**TASK GOAL:** Drop the pictures and restate the rest of the listing word for word.

+++ GIVEN ENTRIES +++

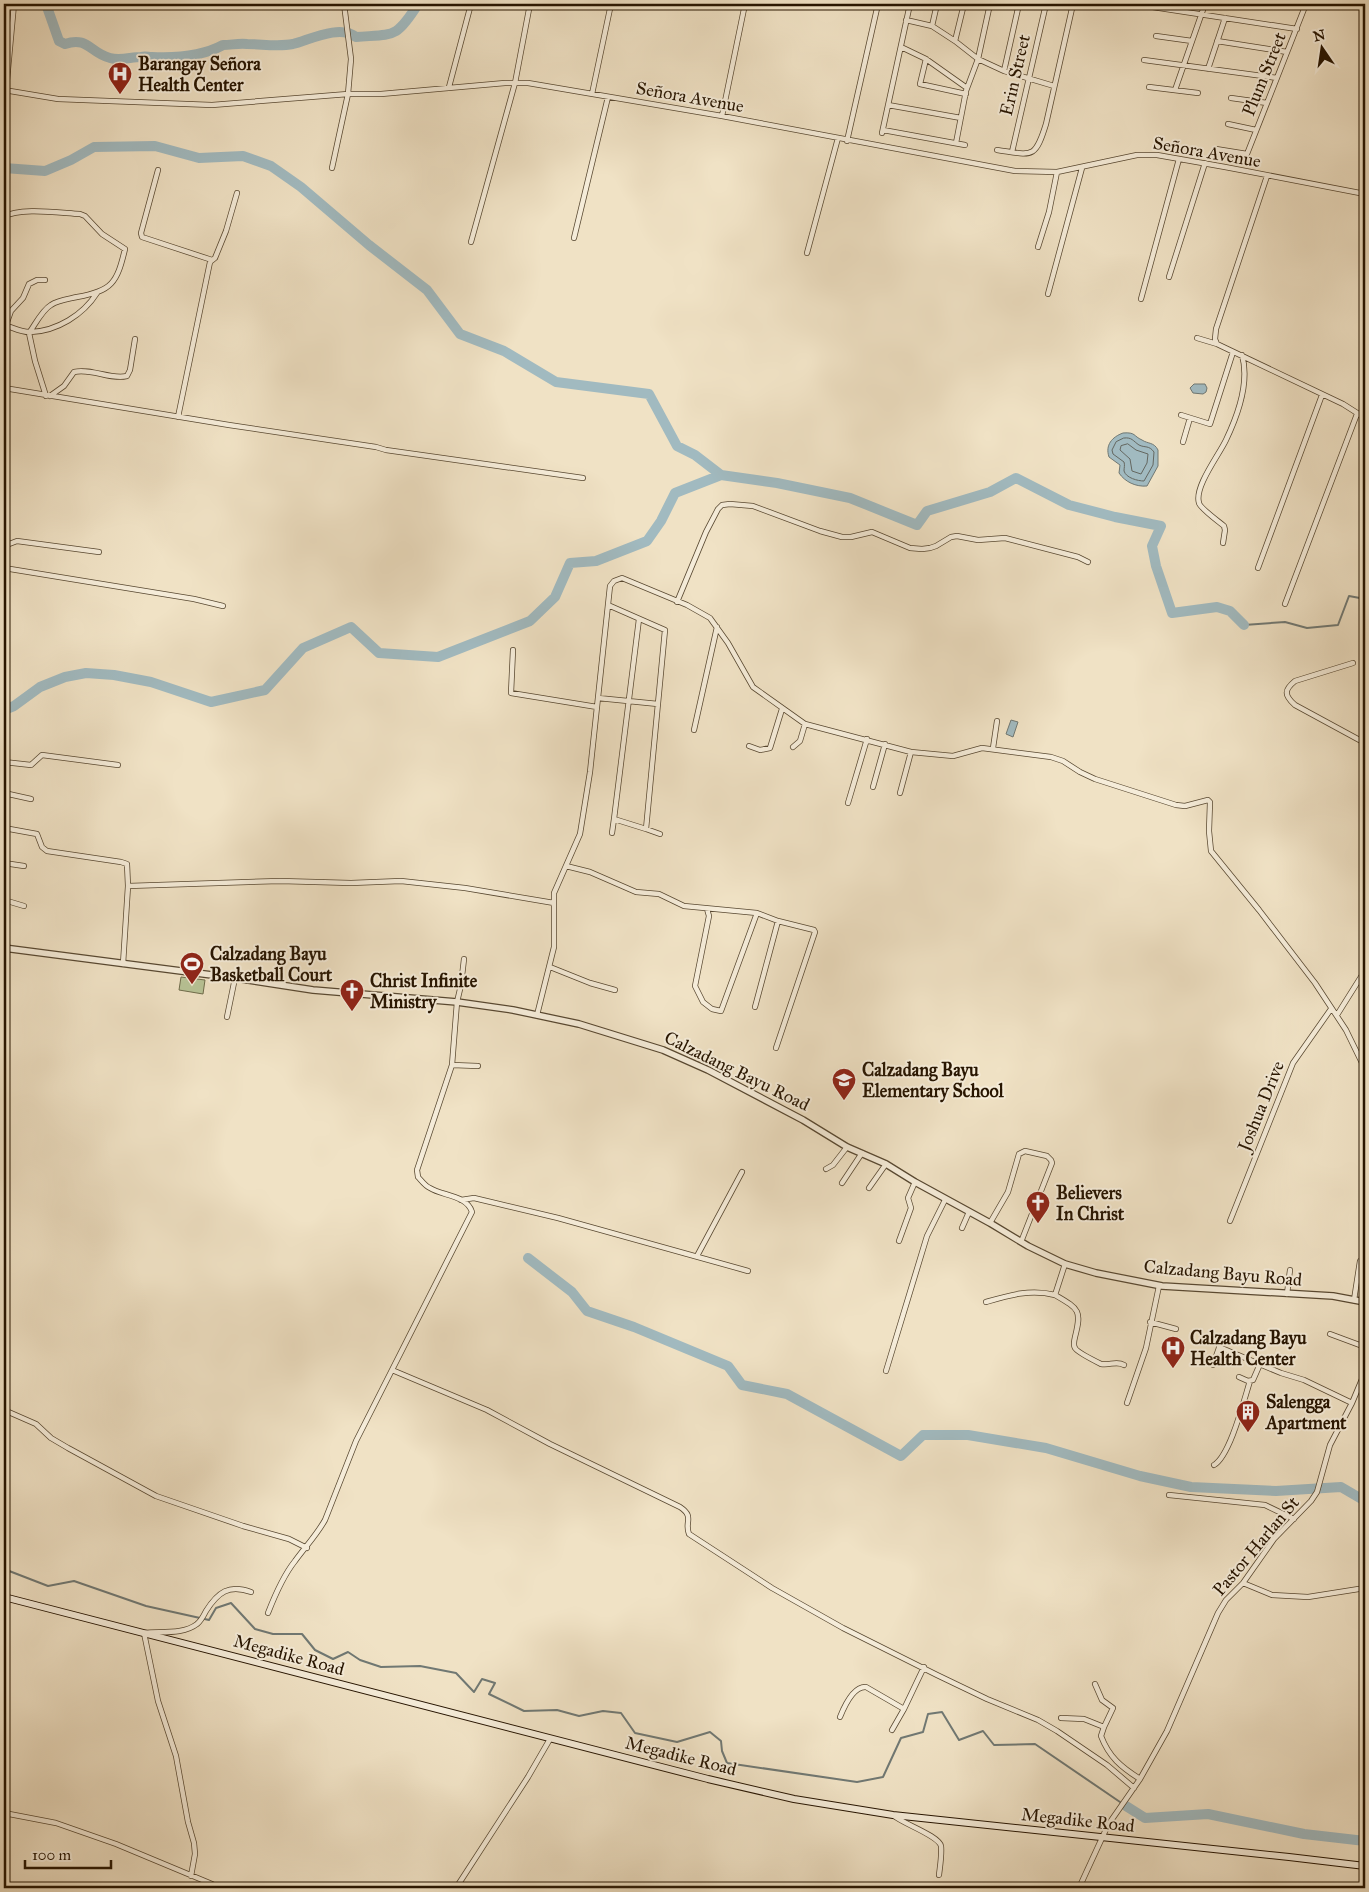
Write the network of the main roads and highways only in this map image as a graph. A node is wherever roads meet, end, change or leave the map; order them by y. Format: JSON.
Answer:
{"nodes":[{"id":1,"x":4,"y":1596,"type":"edge"},
{"id":2,"x":1365,"y":1866,"type":"edge"}],
"edges":[{"from":1,"to":2,"type":"main road","name":"Megadike Road"}]}
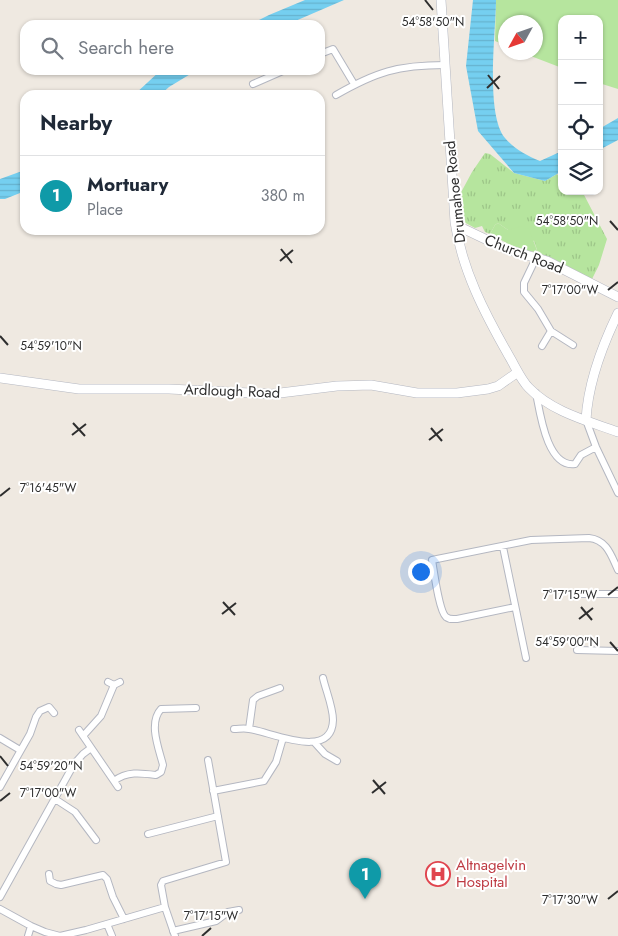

+++

**REPLY TO THE TASK:**
Write the network of the main roads and highways only in this map image as a graph. A node is wherever roads meet, end, change or leave the map; order them by y. Format: JSON.
Answer:
{"nodes":[{"id":1,"x":4,"y":1596,"type":"edge"},
{"id":2,"x":1365,"y":1866,"type":"edge"}],
"edges":[{"from":1,"to":2,"type":"main road","name":"Megadike Road"}]}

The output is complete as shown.